Looking for the best dad jokes of all time? You’ve found the ultimate collection of the funniest, most legendary dad jokes that have stood the test of time! From timeless one-liners to groan-worthy punchlines, these jokes are sure to get the best reactions every time. Perfect for any occasion, these best dad jokes of all time will make you the life of the party, whether you’re sharing them with friends, family, or co-workers. Explore our top-rated dad jokes and discover why they’ve remained favorites for so long!

My friend says to me, What rhymes with orange?And I told him, No it doesn't!

What do owls say when they go trick or treating? Happy Owl-ween.

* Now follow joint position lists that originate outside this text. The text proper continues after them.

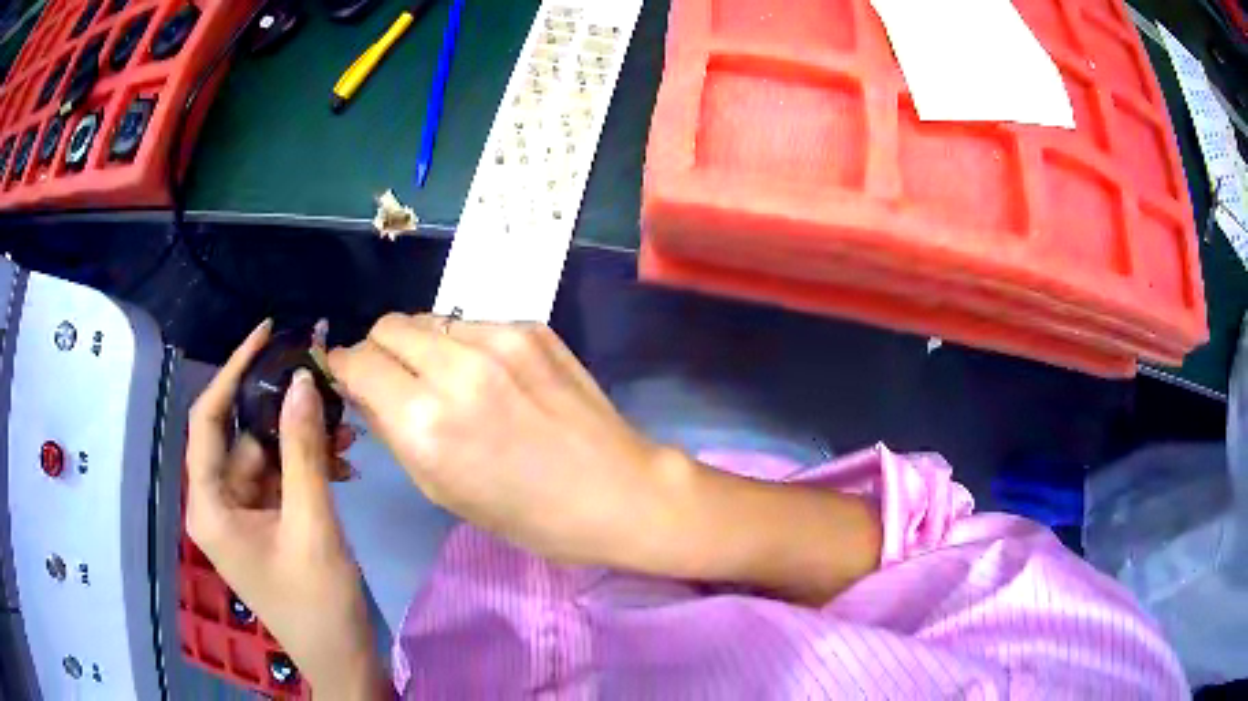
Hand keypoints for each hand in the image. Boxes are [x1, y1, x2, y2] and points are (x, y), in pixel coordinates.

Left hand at [186, 320, 387, 698]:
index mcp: (210, 505)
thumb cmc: (318, 602)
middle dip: (283, 411)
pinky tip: (342, 466)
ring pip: (265, 456)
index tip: (267, 334)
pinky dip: (307, 468)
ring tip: (347, 434)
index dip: (233, 370)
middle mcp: (217, 504)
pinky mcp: (265, 525)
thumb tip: (301, 381)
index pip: (208, 419)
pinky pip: (280, 480)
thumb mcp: (313, 523)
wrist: (342, 660)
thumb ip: (304, 450)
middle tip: (326, 387)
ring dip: (303, 442)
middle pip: (242, 436)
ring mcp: (242, 516)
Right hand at [327, 313, 688, 568]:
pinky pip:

What did Mark Wahlberg feed Ted? Nothing, because he was already stuffed.

You can tell it's a dogwood tree from its bark.

I asked the librarian if books about paranoia were avaiable.

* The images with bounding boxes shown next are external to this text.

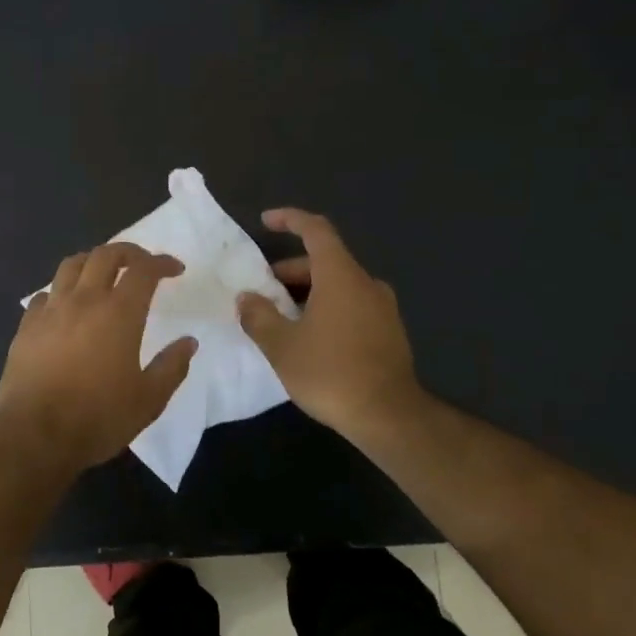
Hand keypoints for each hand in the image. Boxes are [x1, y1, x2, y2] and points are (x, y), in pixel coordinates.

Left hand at [0, 243, 197, 472]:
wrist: (35, 434)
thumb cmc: (98, 417)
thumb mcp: (149, 400)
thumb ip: (172, 367)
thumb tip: (188, 342)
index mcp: (119, 313)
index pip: (143, 270)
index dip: (162, 263)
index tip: (175, 269)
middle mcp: (84, 300)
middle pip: (105, 255)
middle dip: (128, 252)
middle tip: (142, 263)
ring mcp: (51, 310)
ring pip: (71, 265)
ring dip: (92, 261)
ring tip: (102, 272)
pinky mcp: (26, 326)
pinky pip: (45, 294)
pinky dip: (61, 290)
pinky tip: (65, 305)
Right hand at [236, 209, 425, 440]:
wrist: (389, 416)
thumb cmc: (330, 372)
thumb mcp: (281, 345)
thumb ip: (259, 316)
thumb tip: (247, 298)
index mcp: (341, 276)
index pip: (316, 230)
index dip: (290, 219)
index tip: (266, 221)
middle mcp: (366, 284)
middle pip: (325, 261)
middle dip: (290, 271)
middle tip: (263, 293)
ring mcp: (383, 308)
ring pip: (338, 286)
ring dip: (307, 293)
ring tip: (281, 319)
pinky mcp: (389, 332)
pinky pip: (352, 306)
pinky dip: (327, 309)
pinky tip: (310, 338)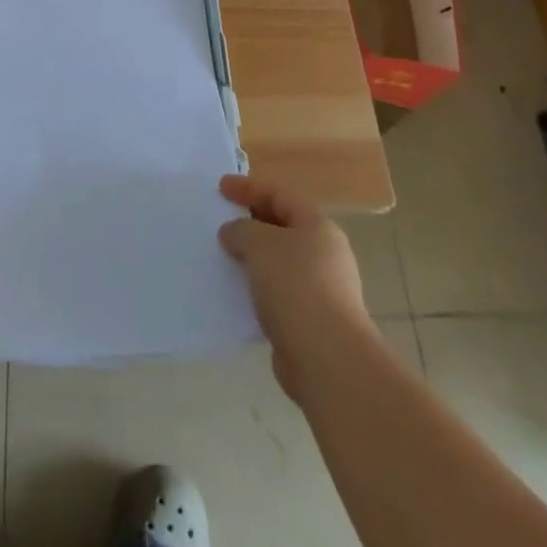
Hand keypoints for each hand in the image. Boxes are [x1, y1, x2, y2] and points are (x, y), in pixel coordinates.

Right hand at [218, 175, 373, 398]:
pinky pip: (277, 294)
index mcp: (317, 226)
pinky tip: (236, 293)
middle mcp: (324, 254)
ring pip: (278, 263)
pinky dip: (257, 289)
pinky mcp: (310, 322)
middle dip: (251, 222)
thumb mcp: (259, 244)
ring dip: (252, 258)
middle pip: (282, 227)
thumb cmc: (295, 286)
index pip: (279, 194)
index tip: (220, 187)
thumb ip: (241, 230)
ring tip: (223, 257)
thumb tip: (233, 233)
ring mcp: (321, 290)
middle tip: (221, 221)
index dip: (248, 187)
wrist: (327, 360)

How do you get a good price on a sled?' 'You have toboggan.'

In 2017 I didn't do a marathon. I didn't do one in 2018, 2019, or 2020, either. This is a running joke.

I just applied for a job down at the diner. I told them I really bring a lot to the table.

Niece: I have a lot of friends named Nathan, there’s Nathan…(endless droning about nicknames). Me: When they are together, do you call them The United Nathans?

What’s your name, son?' The principal asked his student. The kid replied, 'D-d-d-dav-dav-david, sir.' 'Do you have a stutter?' the principal asked. The student answered, 'No sir, my dad has a stutter but the guy who registered my name was a real jerk.'

What’s Forrest Gump’s password? 1forrest1.

What do you get from a pampered cow? Spoiled milk.

What do lawyers wear to work? Law suits.

Justice is a dish best served cold. If it were served warm, it would be just-water.

Which friends do you always bring to dinner? Your taste buds.